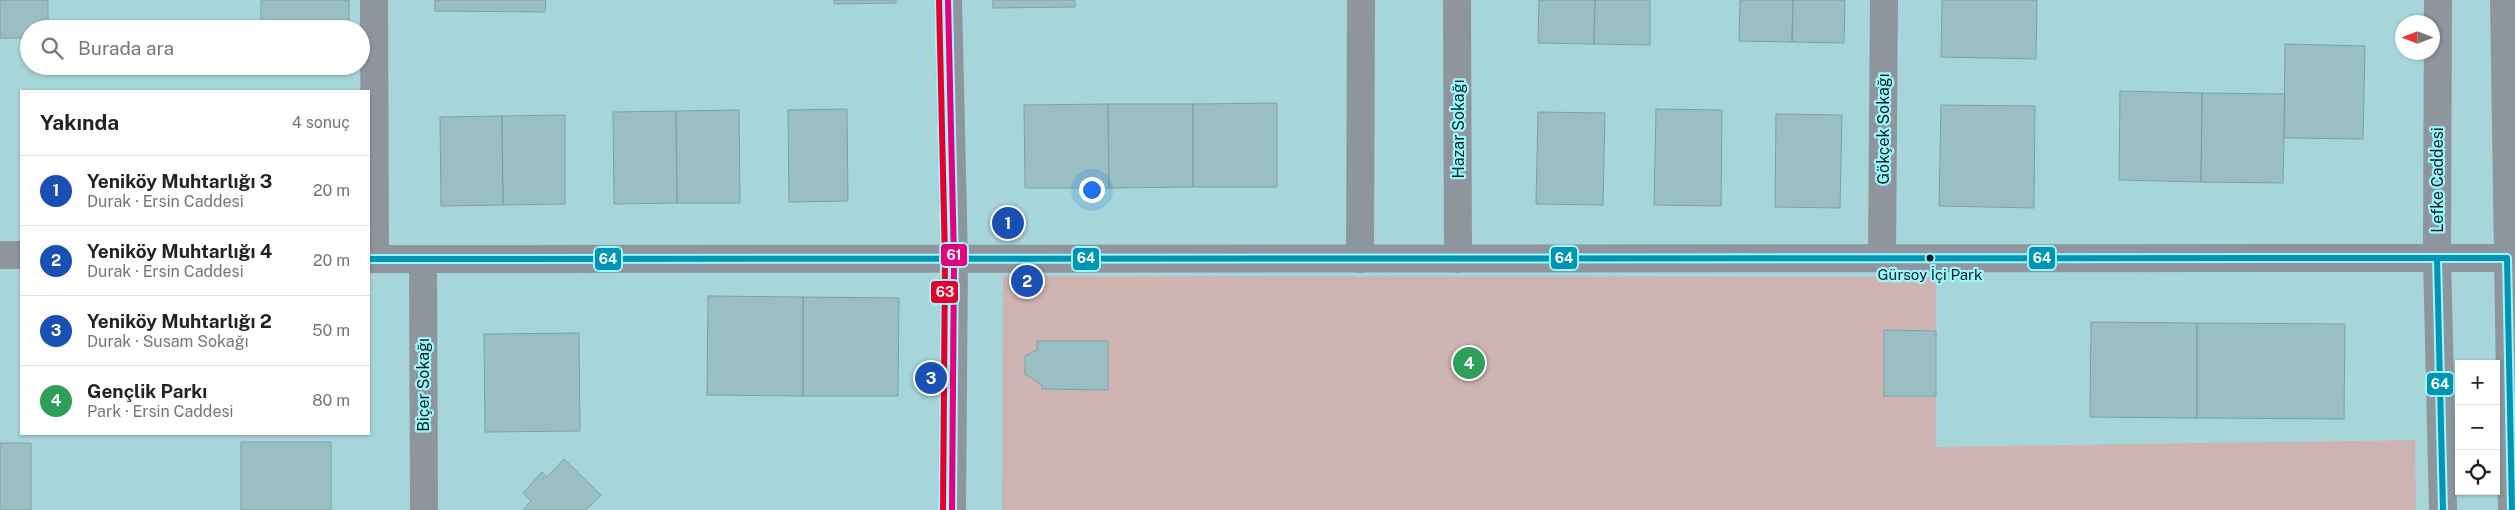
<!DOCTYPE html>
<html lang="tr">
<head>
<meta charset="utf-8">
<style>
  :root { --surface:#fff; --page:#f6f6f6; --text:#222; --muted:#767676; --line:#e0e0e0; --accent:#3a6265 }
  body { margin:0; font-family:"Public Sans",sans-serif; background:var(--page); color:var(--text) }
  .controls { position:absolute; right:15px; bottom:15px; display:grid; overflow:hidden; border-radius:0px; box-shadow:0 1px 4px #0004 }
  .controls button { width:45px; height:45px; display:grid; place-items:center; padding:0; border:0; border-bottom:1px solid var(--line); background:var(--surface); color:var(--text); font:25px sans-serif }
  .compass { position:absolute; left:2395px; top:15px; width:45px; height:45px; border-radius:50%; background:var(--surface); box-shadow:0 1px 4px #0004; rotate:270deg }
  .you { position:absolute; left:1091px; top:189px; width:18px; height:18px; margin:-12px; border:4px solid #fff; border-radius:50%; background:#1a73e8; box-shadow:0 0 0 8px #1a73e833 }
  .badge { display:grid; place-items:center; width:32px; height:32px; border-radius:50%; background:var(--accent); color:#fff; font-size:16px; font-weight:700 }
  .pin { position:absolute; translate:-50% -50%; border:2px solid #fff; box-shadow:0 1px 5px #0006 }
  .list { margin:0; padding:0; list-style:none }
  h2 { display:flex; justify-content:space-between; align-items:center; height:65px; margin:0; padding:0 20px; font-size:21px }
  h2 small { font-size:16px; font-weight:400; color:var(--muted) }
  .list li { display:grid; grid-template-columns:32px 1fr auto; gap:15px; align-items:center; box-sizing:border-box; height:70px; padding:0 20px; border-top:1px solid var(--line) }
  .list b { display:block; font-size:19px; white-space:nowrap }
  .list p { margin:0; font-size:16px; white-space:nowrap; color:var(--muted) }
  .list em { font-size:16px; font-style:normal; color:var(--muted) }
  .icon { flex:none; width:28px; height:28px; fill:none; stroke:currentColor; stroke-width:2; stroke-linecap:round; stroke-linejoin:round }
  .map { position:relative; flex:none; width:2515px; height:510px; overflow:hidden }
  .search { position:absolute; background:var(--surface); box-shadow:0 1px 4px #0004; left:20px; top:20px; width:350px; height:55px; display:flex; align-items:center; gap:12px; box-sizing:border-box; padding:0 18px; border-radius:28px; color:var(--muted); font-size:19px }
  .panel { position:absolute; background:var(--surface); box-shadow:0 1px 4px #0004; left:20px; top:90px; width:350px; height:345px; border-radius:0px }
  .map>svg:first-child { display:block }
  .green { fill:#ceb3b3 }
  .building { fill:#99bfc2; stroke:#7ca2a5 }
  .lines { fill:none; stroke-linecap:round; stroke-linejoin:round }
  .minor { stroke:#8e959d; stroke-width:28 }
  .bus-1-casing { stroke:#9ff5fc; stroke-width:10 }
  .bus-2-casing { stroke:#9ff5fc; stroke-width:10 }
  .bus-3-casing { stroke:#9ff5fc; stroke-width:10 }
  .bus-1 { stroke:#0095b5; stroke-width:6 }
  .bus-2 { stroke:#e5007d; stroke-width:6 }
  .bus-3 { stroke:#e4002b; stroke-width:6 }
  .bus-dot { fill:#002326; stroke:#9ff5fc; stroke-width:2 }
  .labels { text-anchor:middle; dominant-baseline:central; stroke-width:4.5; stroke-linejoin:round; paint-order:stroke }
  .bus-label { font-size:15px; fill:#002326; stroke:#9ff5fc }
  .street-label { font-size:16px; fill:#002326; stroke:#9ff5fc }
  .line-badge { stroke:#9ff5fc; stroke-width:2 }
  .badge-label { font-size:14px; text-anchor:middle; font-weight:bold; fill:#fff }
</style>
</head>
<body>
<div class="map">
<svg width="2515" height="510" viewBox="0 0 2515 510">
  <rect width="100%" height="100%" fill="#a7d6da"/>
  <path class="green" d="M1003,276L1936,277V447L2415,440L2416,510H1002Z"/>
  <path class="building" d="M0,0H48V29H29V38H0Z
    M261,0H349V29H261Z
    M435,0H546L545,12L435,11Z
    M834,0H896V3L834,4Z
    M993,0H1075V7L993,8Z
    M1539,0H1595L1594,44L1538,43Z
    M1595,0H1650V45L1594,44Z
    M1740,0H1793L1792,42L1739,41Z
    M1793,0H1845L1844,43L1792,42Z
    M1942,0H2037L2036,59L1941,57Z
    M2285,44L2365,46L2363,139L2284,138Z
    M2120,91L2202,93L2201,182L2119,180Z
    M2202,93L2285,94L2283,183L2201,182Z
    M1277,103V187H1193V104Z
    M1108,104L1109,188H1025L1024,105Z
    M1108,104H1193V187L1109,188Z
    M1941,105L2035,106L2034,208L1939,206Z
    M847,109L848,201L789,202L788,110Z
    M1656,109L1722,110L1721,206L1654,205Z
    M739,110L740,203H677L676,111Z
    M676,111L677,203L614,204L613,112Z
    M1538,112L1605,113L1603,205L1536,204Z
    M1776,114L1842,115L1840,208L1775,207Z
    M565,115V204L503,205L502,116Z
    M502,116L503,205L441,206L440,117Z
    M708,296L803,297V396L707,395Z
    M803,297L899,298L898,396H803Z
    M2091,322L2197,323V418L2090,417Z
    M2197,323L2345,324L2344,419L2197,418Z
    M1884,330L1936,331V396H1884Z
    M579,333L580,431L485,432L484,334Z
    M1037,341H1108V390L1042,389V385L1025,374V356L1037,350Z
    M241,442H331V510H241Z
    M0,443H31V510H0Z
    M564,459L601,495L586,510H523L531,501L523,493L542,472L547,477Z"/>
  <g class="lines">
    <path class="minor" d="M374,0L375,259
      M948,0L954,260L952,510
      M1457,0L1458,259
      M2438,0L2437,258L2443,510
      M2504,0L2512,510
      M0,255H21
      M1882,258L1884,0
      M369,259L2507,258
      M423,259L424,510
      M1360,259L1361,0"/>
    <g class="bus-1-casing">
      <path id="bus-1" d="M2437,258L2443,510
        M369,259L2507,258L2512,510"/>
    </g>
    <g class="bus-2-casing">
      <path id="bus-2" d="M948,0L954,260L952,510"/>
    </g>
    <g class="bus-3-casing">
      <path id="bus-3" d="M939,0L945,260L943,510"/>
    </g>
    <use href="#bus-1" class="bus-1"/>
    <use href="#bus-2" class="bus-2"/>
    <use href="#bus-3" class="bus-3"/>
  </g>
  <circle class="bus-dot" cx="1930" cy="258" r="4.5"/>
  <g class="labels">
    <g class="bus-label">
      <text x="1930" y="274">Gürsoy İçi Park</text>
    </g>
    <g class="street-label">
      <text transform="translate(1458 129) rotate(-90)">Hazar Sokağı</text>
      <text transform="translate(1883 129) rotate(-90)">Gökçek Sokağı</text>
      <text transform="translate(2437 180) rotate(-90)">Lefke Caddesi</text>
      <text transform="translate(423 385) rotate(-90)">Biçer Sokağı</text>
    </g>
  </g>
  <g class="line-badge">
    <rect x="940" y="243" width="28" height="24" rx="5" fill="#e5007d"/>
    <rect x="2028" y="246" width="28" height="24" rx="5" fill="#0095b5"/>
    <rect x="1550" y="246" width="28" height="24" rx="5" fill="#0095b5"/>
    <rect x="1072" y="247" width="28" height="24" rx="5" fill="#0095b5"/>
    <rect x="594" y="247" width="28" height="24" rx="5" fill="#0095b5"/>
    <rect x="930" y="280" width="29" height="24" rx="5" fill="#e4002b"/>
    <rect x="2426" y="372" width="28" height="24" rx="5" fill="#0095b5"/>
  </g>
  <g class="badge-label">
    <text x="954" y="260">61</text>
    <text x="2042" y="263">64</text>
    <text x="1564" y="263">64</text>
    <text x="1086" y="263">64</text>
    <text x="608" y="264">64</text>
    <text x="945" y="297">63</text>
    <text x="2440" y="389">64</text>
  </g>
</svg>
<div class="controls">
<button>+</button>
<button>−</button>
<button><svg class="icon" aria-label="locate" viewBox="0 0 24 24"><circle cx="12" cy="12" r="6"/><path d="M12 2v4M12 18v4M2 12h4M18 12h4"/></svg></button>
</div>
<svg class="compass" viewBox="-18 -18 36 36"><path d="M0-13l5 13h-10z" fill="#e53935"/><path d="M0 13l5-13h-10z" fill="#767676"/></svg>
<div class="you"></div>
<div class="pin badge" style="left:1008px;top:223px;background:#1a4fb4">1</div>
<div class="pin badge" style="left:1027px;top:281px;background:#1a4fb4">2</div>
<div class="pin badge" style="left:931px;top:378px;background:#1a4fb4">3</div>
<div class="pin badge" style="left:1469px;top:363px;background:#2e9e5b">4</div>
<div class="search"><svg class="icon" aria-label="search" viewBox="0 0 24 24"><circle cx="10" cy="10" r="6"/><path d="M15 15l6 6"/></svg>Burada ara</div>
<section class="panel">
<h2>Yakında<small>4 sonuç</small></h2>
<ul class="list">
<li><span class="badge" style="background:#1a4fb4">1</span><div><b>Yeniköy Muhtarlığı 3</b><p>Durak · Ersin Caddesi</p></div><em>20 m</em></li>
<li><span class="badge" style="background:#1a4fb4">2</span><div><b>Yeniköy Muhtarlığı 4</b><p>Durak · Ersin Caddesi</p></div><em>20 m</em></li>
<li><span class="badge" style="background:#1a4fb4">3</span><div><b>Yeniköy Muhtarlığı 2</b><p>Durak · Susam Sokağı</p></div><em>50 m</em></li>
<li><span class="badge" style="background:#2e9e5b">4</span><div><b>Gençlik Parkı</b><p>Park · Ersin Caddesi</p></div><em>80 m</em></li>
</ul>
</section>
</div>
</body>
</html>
* * *
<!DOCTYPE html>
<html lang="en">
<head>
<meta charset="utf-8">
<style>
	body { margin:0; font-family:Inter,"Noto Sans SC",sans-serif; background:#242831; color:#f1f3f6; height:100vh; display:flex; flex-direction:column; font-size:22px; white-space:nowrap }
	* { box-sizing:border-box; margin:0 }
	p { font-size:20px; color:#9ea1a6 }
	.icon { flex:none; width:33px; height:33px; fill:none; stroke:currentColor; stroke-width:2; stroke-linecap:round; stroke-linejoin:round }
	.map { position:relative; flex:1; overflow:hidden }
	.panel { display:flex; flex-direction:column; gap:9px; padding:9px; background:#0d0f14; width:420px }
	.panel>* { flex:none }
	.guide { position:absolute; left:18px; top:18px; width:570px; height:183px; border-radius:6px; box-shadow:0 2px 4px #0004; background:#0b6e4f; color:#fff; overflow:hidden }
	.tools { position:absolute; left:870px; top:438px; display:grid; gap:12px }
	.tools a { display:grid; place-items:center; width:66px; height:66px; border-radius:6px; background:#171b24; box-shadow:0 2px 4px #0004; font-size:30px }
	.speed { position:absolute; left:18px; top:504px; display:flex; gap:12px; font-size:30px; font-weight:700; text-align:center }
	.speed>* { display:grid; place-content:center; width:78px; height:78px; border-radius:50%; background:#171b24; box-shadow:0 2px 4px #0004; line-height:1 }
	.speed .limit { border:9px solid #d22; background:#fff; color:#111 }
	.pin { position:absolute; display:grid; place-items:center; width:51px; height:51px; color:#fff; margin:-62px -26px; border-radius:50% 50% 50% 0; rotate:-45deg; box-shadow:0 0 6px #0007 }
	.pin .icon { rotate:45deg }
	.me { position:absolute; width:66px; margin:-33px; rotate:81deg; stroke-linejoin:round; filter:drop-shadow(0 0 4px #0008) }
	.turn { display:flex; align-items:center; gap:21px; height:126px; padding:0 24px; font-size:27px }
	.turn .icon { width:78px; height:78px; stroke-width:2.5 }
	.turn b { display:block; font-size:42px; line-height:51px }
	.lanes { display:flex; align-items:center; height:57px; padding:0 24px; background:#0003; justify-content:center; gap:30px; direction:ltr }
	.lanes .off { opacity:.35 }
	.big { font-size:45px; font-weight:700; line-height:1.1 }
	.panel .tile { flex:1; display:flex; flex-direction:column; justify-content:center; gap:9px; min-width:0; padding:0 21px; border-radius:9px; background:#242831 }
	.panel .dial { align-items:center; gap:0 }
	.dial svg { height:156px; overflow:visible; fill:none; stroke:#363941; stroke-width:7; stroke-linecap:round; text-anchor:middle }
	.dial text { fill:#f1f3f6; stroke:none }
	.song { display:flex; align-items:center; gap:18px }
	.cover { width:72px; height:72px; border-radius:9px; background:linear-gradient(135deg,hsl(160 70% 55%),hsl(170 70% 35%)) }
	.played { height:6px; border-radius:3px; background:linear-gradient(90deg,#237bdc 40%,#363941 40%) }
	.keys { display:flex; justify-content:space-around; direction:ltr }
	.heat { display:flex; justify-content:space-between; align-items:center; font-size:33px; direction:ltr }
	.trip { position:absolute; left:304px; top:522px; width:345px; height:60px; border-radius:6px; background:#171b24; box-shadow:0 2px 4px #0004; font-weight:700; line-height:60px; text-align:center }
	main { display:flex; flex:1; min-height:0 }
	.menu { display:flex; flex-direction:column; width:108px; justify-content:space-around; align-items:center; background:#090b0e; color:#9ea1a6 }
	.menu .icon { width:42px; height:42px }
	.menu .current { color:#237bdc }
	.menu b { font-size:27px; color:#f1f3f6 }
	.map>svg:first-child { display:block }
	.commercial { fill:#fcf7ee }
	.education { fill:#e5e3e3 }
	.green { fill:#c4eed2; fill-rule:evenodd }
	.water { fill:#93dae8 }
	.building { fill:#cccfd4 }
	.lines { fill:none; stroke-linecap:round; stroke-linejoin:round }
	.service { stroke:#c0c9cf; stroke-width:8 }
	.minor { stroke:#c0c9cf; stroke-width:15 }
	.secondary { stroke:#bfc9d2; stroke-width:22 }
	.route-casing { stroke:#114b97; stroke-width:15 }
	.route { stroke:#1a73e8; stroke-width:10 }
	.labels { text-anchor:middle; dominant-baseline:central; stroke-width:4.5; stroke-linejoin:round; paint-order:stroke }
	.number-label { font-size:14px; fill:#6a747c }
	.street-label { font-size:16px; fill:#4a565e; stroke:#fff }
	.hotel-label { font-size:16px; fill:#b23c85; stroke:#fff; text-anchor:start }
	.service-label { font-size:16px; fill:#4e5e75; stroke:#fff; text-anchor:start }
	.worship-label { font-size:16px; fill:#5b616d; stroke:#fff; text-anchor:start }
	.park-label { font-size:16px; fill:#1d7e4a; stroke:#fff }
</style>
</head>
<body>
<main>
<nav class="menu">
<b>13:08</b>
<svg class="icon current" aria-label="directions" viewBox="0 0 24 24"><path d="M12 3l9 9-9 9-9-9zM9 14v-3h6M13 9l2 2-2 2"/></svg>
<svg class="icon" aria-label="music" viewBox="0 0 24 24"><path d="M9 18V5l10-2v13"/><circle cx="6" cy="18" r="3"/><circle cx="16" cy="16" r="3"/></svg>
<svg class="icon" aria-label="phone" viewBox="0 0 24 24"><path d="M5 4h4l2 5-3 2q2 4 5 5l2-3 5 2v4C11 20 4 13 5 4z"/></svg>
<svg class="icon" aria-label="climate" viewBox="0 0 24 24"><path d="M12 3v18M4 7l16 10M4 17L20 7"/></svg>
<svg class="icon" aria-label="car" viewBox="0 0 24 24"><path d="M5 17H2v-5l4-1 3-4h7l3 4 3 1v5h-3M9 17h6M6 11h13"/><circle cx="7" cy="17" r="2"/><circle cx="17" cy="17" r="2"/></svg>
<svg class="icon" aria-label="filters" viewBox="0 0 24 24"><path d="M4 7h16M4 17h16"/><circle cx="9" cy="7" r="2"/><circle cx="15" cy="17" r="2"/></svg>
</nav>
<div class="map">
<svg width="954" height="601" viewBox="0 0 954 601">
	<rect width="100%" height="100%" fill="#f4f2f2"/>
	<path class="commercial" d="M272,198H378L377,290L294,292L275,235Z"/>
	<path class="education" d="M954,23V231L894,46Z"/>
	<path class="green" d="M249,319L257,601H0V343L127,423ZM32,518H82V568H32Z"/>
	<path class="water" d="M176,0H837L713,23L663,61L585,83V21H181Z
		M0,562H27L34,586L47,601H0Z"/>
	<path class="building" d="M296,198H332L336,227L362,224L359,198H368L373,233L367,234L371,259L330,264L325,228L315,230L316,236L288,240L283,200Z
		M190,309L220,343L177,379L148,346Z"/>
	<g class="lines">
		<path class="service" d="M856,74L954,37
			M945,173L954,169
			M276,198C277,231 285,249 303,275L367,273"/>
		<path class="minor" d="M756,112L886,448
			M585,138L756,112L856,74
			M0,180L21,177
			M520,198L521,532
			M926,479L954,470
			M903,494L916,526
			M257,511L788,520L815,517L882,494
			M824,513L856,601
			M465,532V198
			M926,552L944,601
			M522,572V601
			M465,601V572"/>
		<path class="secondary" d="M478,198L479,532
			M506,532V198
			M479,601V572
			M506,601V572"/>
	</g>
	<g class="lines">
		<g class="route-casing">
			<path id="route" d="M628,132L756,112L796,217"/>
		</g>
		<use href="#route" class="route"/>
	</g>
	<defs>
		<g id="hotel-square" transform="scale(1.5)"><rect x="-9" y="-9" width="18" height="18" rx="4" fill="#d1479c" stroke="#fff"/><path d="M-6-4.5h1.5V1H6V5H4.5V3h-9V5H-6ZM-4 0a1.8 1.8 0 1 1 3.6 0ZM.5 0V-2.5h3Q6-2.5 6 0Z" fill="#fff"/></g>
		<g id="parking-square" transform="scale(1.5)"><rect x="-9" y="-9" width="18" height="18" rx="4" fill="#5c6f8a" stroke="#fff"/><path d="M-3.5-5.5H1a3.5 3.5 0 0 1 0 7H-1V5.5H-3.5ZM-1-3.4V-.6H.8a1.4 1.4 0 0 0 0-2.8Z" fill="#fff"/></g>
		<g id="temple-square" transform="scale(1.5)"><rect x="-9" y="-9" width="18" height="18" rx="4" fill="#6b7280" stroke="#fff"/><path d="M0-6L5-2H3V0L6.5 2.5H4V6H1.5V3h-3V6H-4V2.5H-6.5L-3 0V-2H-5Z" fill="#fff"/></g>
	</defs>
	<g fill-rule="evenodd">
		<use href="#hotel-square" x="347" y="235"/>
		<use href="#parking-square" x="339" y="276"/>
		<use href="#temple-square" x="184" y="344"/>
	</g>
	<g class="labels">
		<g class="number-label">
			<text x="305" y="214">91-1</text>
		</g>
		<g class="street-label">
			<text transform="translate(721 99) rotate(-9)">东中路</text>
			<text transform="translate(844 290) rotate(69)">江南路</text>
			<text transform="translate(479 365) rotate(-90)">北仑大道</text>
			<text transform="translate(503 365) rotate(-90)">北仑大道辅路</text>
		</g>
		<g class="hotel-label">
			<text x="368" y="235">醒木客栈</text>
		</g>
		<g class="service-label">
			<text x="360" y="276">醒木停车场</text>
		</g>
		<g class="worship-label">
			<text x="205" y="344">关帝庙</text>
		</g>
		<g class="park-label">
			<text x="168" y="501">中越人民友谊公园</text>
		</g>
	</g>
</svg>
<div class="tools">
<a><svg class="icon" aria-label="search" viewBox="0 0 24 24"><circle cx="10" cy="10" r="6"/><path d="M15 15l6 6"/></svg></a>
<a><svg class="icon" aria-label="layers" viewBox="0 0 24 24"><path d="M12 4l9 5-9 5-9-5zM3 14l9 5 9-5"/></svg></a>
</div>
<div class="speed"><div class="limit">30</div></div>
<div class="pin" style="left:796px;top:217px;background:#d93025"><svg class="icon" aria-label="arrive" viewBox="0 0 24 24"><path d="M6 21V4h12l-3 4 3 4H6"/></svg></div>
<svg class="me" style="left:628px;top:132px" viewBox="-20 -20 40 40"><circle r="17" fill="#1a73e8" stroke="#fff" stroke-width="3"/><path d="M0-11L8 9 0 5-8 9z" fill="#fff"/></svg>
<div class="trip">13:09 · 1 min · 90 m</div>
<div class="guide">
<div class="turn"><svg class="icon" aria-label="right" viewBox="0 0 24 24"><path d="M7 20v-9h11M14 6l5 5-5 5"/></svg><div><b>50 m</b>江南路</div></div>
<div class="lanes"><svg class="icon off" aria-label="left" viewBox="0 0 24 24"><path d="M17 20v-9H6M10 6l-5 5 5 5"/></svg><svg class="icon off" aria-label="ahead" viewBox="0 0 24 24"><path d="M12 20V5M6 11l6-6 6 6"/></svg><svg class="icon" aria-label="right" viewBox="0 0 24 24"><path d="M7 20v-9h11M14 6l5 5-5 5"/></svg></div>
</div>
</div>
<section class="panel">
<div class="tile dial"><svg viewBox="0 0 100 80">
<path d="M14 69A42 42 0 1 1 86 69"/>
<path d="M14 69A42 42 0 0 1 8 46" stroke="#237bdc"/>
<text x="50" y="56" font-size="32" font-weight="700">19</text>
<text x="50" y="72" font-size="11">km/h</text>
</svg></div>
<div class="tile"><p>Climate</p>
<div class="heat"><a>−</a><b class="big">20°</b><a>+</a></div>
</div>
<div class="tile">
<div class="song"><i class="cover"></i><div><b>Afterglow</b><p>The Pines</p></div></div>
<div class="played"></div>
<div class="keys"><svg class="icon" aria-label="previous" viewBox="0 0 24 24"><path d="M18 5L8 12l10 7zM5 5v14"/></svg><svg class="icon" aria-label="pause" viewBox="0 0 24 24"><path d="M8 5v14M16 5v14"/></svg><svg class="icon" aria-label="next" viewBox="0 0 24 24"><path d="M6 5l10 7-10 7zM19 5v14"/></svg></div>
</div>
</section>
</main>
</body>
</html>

WORK INSTRUCTIONS: Reproduce verbatim only the segment of the listing bounded by the line containing "border:9px solid #d22;" and the line containing "display:flex; justify-content:space-around; direction:ltr", with both boundary lines included.

RESPONSE:
	.speed .limit { border:9px solid #d22; background:#fff; color:#111 }
	.pin { position:absolute; display:grid; place-items:center; width:51px; height:51px; color:#fff; margin:-62px -26px; border-radius:50% 50% 50% 0; rotate:-45deg; box-shadow:0 0 6px #0007 }
	.pin .icon { rotate:45deg }
	.me { position:absolute; width:66px; margin:-33px; rotate:81deg; stroke-linejoin:round; filter:drop-shadow(0 0 4px #0008) }
	.turn { display:flex; align-items:center; gap:21px; height:126px; padding:0 24px; font-size:27px }
	.turn .icon { width:78px; height:78px; stroke-width:2.5 }
	.turn b { display:block; font-size:42px; line-height:51px }
	.lanes { display:flex; align-items:center; height:57px; padding:0 24px; background:#0003; justify-content:center; gap:30px; direction:ltr }
	.lanes .off { opacity:.35 }
	.big { font-size:45px; font-weight:700; line-height:1.1 }
	.panel .tile { flex:1; display:flex; flex-direction:column; justify-content:center; gap:9px; min-width:0; padding:0 21px; border-radius:9px; background:#242831 }
	.panel .dial { align-items:center; gap:0 }
	.dial svg { height:156px; overflow:visible; fill:none; stroke:#363941; stroke-width:7; stroke-linecap:round; text-anchor:middle }
	.dial text { fill:#f1f3f6; stroke:none }
	.song { display:flex; align-items:center; gap:18px }
	.cover { width:72px; height:72px; border-radius:9px; background:linear-gradient(135deg,hsl(160 70% 55%),hsl(170 70% 35%)) }
	.played { height:6px; border-radius:3px; background:linear-gradient(90deg,#237bdc 40%,#363941 40%) }
	.keys { display:flex; justify-content:space-around; direction:ltr }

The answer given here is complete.